## Data extract:
┄┄┄┄┄┄┄┄┄┄┄┄┄┄┄┄┄┄┄┄
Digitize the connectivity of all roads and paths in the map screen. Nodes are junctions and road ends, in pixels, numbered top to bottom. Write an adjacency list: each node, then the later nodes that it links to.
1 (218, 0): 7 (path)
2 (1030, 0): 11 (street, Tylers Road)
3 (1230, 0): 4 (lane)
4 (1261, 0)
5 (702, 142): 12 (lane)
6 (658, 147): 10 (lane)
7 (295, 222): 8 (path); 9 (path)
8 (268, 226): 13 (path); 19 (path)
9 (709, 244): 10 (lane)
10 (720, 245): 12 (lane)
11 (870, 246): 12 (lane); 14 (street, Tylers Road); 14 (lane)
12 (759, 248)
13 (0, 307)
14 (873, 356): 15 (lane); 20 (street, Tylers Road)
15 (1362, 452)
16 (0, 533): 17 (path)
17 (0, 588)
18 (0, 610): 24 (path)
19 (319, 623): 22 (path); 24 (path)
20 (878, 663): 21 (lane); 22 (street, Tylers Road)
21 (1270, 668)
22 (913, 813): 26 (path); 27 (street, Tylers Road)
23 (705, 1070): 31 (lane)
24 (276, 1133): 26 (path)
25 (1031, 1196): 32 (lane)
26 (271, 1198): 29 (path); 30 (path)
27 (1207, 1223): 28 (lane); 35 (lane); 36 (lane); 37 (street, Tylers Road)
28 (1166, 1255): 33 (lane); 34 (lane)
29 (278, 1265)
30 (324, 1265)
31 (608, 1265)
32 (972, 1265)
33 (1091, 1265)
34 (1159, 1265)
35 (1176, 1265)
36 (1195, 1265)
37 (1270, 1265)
┄┄┄┄┄┄┄┄┄┄┄┄┄┄┄┄┄┄┄┄
## What the task requires:
Could you print the material above once more, exactly as it stands?

## Solution to this exercise:
Digitize the connectivity of all roads and paths in the map screen. Nodes are junctions and road ends, in pixels, numbered top to bottom. Write an adjacency list: each node, then the later nodes that it links to.
1 (218, 0): 7 (path)
2 (1030, 0): 11 (street, Tylers Road)
3 (1230, 0): 4 (lane)
4 (1261, 0)
5 (702, 142): 12 (lane)
6 (658, 147): 10 (lane)
7 (295, 222): 8 (path); 9 (path)
8 (268, 226): 13 (path); 19 (path)
9 (709, 244): 10 (lane)
10 (720, 245): 12 (lane)
11 (870, 246): 12 (lane); 14 (street, Tylers Road); 14 (lane)
12 (759, 248)
13 (0, 307)
14 (873, 356): 15 (lane); 20 (street, Tylers Road)
15 (1362, 452)
16 (0, 533): 17 (path)
17 (0, 588)
18 (0, 610): 24 (path)
19 (319, 623): 22 (path); 24 (path)
20 (878, 663): 21 (lane); 22 (street, Tylers Road)
21 (1270, 668)
22 (913, 813): 26 (path); 27 (street, Tylers Road)
23 (705, 1070): 31 (lane)
24 (276, 1133): 26 (path)
25 (1031, 1196): 32 (lane)
26 (271, 1198): 29 (path); 30 (path)
27 (1207, 1223): 28 (lane); 35 (lane); 36 (lane); 37 (street, Tylers Road)
28 (1166, 1255): 33 (lane); 34 (lane)
29 (278, 1265)
30 (324, 1265)
31 (608, 1265)
32 (972, 1265)
33 (1091, 1265)
34 (1159, 1265)
35 (1176, 1265)
36 (1195, 1265)
37 (1270, 1265)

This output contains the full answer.